Our surgeons demand CVP 15 or greater, which I have (shamefully) never looked at the data on, though I always assumed was based on less than granite-solid research.

CVP 15? All is well, everyone's happy.

CVP 14? "ZOMG DOPAMINE NOWNOWNOW YOU SUCK AT ANESTHESIA."

A little tweakage of the transducer height I find fixes this situation better than an arrhythmogenic pressor, but that's just me. Unless the kidney looks or feels suboptimally perfused, then I'm happy to throw on the dop.


That always annoyed me. glad to see the junior residents are still following my bad habit of adjusting the transducer. I stopped arguing after a while.. "you know her starting BP was 90 over 60, right? It may not be really, you know, realistic to ask for 130/80......"
 
Everyone gets an aline. Everyone goes to IMC for urine measurement. Almost all get central lines. I don't transduce CVP so no one sees it. A ton are done by CRNAs. I kind of like the transplants.
 
must be an institutional thing. I never saw the point of an aline. Most of these patients are otherwise pretty stable in order to make it to the transplant. Not much in the way of fluid shifts. Very rare for major hemodynamic instability to occur. Nothing that I cant figure out with a blood pressure cuff.
 
We don't put in a-lines unless significant cardiac comorbidity. The whole CVP issue grates me though.

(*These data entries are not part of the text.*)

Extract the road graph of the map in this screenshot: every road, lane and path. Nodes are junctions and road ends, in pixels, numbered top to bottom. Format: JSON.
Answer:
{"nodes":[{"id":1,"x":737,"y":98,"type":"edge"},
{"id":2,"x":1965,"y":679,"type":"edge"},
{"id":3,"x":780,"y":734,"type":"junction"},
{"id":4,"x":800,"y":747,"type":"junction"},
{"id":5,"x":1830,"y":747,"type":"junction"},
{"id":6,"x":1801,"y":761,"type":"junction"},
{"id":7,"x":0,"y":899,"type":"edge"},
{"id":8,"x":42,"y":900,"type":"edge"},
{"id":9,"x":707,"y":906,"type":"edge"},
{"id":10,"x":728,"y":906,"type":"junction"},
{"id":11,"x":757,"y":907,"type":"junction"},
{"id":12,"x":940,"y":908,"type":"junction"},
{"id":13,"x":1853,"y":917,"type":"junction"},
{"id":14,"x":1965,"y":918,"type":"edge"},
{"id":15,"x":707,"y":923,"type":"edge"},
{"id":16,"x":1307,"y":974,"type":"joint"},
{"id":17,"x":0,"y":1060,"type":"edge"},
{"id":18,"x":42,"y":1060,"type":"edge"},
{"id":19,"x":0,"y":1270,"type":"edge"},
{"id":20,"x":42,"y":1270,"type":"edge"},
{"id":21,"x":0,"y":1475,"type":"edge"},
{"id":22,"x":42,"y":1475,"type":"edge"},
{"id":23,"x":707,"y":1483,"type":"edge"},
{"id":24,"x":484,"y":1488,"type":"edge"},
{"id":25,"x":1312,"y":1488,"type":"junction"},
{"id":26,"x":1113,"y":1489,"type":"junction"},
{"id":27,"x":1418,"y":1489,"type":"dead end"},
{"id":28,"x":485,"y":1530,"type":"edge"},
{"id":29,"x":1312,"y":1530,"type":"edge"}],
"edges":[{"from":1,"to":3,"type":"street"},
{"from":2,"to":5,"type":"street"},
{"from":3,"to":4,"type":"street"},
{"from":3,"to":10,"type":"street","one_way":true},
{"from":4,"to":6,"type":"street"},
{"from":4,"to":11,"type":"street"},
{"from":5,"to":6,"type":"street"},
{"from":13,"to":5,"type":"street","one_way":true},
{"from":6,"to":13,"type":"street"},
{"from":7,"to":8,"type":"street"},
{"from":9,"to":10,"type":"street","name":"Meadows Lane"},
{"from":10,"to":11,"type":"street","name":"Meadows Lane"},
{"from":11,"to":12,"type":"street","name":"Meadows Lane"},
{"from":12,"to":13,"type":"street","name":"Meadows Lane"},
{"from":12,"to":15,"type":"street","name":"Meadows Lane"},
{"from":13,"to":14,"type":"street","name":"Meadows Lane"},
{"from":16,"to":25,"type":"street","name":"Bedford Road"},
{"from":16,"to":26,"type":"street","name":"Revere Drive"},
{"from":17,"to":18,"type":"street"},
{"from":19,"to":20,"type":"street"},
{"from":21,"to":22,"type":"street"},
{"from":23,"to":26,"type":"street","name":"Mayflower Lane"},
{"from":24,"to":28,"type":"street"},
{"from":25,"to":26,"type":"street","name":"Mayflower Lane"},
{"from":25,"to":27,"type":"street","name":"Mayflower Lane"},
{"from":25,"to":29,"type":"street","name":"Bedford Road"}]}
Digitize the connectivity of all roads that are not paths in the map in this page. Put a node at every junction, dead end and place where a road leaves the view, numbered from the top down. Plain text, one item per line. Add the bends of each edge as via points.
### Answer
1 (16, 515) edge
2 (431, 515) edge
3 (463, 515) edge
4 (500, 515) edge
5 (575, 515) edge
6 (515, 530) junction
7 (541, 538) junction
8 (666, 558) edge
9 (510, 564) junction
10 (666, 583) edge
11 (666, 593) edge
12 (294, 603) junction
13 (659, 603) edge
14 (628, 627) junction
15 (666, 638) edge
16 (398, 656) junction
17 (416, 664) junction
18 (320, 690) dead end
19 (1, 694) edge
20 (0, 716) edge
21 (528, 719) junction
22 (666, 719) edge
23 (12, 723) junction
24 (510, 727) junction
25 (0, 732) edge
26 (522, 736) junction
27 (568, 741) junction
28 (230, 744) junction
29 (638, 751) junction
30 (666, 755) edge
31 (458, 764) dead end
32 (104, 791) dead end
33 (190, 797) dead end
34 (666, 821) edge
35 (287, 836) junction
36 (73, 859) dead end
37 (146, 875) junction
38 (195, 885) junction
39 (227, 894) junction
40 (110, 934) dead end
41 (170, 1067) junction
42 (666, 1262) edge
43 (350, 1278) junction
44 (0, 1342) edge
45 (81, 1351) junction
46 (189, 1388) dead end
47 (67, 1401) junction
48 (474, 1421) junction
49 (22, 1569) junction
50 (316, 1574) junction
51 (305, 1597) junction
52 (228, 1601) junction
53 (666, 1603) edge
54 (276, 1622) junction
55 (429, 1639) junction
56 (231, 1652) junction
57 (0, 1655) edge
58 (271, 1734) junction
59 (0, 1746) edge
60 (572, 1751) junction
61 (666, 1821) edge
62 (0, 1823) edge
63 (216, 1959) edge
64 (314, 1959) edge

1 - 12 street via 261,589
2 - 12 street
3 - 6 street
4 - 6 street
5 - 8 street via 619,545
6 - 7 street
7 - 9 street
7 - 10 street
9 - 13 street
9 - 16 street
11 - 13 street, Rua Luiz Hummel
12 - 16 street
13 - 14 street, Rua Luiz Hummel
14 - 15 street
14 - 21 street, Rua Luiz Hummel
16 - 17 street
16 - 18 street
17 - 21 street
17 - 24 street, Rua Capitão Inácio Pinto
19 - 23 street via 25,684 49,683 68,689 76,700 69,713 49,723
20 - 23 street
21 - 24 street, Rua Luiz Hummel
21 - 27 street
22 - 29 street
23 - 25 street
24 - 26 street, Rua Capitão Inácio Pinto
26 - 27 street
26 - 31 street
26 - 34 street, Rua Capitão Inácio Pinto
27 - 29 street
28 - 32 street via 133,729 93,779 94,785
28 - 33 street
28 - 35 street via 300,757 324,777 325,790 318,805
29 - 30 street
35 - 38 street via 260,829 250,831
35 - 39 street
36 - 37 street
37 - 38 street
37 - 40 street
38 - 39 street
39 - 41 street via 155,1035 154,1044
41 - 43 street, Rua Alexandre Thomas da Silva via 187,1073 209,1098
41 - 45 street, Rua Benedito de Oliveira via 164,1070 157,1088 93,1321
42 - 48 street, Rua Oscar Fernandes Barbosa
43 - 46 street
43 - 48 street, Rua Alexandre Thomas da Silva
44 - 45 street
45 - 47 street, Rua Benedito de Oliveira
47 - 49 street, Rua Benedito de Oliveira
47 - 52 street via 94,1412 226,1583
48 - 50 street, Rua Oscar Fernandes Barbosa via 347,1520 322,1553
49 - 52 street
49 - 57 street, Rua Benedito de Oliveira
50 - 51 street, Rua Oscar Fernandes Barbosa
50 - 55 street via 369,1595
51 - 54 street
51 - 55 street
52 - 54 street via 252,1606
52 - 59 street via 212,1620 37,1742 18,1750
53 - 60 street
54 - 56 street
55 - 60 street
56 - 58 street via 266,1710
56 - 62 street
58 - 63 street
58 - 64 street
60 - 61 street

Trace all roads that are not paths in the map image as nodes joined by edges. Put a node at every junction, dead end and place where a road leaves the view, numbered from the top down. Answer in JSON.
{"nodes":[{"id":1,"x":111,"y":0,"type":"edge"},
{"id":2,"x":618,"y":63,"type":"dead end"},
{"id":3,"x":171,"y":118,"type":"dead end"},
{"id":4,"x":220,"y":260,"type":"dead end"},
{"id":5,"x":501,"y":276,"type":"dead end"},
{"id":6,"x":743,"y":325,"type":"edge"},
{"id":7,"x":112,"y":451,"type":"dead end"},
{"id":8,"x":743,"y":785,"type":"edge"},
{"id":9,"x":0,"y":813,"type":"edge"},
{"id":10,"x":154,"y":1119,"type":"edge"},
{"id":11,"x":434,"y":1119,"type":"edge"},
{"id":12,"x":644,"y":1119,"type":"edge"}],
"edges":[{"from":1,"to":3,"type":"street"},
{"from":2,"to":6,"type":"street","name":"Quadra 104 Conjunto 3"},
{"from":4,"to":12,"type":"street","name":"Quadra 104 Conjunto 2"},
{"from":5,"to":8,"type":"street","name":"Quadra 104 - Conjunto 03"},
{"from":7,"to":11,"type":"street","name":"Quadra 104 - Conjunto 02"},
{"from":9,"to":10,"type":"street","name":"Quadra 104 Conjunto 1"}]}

Surely, pushing the CVP is going to decrease venous return and cause congestion of the kidney? (assuming VR is equal to mean systemic venous pressure less CVP) I worry more about arterial pressure. I don't use dopamine - i think it is a Sh**ty inotrope, and I can't see the benefit.

I may have been guilty of adjusting tranducer height. But, I'll never admit to it.:laugh:
 
CA1 here. Of the five or six kidney transplants I've done I think only one had an A-line due to co-morbidity. Our charting is computerized and in the script it specifically prompts you to ensure full relaxation prior to the donor organ coming out of ice. Apparently someone bucked years ago and the kidney plopped onto the floor. Probably an urban legend but wouldn't the three second rule apply?